Webhooks
Receive real-time notifications when events occur.
Webhooks let your application receive real-time HTTP notifications when events happen in LumoAuth. Instead of polling the API, webhooks push data to your endpoint as events occur. This is ideal for syncing data, triggering workflows, or keeping external systems up to date.
Webhook Payload
json
{
"id": "evt_abc123xyz",
"type": "user.created",
"timestamp": "2024-01-15T10:30:00Z",
"data": {
"user": {
"id": 456,
"email": "jane@example.com",
"firstName": "Jane",
"lastName": "Smith"
}
}
}
Available Events
| Event | Description |
|---|---|
user.created | A new user was created |
user.updated | User profile was updated |
user.deleted | User was deleted |
user.blocked | User was blocked |
user.login | User logged in successfully |
user.login_failed | Login attempt failed |
user.mfa_enabled | User enabled MFA |
user.password_changed | User changed their password |
role.created | New role was created |
role.updated | Role was updated |
token.issued | Access token was issued |
token.revoked | Token was revoked |
The Webhook Object
Attributes
id
string Unique identifier for the webhook
url
string HTTPS endpoint to receive events
events
array of strings Events this webhook subscribes to
secret
string Secret for verifying webhook signatures (only shown once)
isActive
boolean Whether the webhook is enabled
failureCount
integer Consecutive delivery failures
lastDeliveredAt
string (ISO 8601) | null Last successful delivery timestamp
List Webhooks
GET /t/{tenant}/api/v1/admin/webhooks
Create Webhook
POST /t/{tenant}/api/v1/admin/webhooks
Request Body
url string required
HTTPS endpoint URL
events array of strings required
Events to subscribe to (use * for all)
description string optional
Description of the webhook purpose
Create Webhook
bash
curl -X POST https://app.lumoauth.dev/t/acme-corp/api/v1/admin/webhooks \
-H "Authorization: Bearer sk_live_xxxxx" \
-H "Content-Type: application/json" \
-d '{
"url": "https://app.example.com/webhooks/lumoauth",
"events": ["user.created", "user.updated", "user.deleted"]
}'
Webhook Payload
Each webhook delivery includes:
Payload Attributes
id
string Unique event ID for deduplication
type
string
Event type (e.g., user.created)
timestamp
string (ISO 8601) When the event occurred
data
object Event-specific data
Verifying Signatures
All webhook requests include a X-Lumo-Signature header containing an HMAC-SHA256
signature of the payload. Always verify this signature to ensure the webhook is authentic.
[!WARNING] Security
Verify Signature (Python)
python
import hmac
import hashlib
def verify_webhook(payload, signature, secret):
"""Verify LumoAuth webhook signature"""
expected = hmac.new(
secret.encode(),
payload.encode(),
hashlib.sha256
).hexdigest()
return hmac.compare_digest(signature, expected)
# In your webhook handler
from flask import request
@app.route('/webhooks/lumoauth', methods=['POST'])
def handle_webhook():
signature = request.headers.get('X-Lumo-Signature')

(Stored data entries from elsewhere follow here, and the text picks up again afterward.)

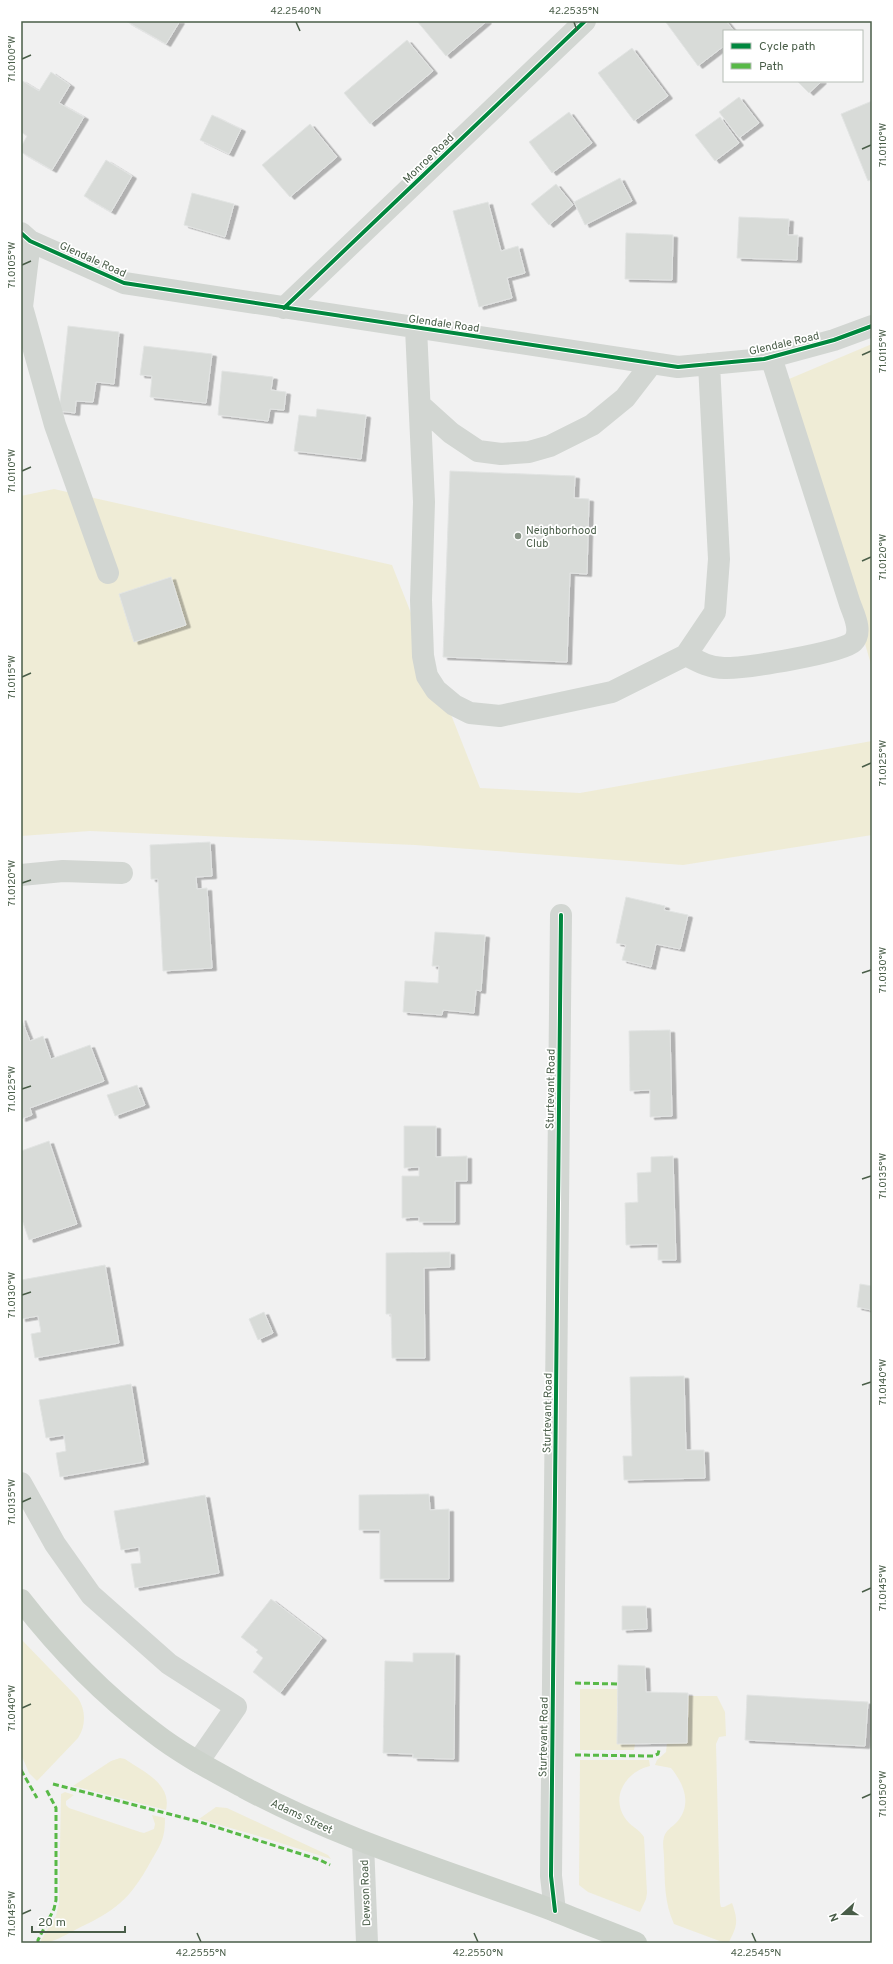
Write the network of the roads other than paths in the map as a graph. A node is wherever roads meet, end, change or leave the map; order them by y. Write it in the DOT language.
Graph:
graph roads {
  1 [pos="584,21"];
  2 [pos="26,237"];
  3 [pos="284,308"];
  4 [pos="872,326"];
  5 [pos="416,328"];
  6 [pos="771,357"];
  7 [pos="652,363"];
  8 [pos="709,364"];
  9 [pos="420,405"];
  10 [pos="108,573"];
  11 [pos="686,655"];
  12 [pos="122,873"];
  13 [pos="21,876"];
  14 [pos="561,915"];
  15 [pos="21,1484"];
  16 [pos="21,1600"];
  17 [pos="198,1762"];
  18 [pos="363,1842"];
  19 [pos="555,1911"];
  20 [pos="367,1943"];
  21 [pos="636,1943"];
  1 -- 3 [label="street, Monroe Road"];
  2 -- 3 [label="street, Glendale Road"];
  2 -- 10 [label="street"];
  3 -- 5 [label="street, Glendale Road"];
  4 -- 6 [label="street, Glendale Road"];
  5 -- 7 [label="street, Glendale Road"];
  5 -- 9 [label="street"];
  6 -- 8 [label="street, Glendale Road"];
  6 -- 11 [label="street"];
  7 -- 8 [label="street, Glendale Road"];
  7 -- 9 [label="street"];
  8 -- 11 [label="street"];
  9 -- 11 [label="street"];
  12 -- 13 [label="street"];
  14 -- 19 [label="street, Sturtevant Road"];
  15 -- 17 [label="street"];
  16 -- 17 [label="main road, Adams Street"];
  17 -- 18 [label="main road, Adams Street"];
  18 -- 19 [label="main road, Adams Street"];
  18 -- 20 [label="street, Dewson Road"];
  19 -- 21 [label="main road, Adams Street"];
}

if not verify_webhook(request.data.decode(), signature, WEBHOOK_SECRET):
return 'Invalid signature', 401
event = request.json
if event['type'] == 'user.created':
sync_user(event['data']['user'])
return 'OK', 200
Verify Signature (Node.js)
javascript
const crypto = require('crypto');
function verifyWebhook(payload, signature, secret) {
const expected = crypto
.createHmac('sha256', secret)
.update(payload)
.digest('hex');
return crypto.timingSafeEqual(
Buffer.from(signature),
Buffer.from(expected)
);
}
// Express handler
app.post('/webhooks/lumoauth', (req, res) => {
const signature = req.headers['x-lumo-signature'];
if (!verifyWebhook(req.rawBody, signature, WEBHOOK_SECRET)) {
return res.status(401).send('Invalid');
}
const event = req.body;
console.log(`Event: ${event.type}`);
res.status(200).send('OK');
});
Test Webhook
POST /t/{tenant}/api/v1/admin/webhooks/{webhook_id}/test
Sends a test event to verify your endpoint is working correctly.
Delete Webhook
DELETE /t/{tenant}/api/v1/admin/webhooks/{webhook_id}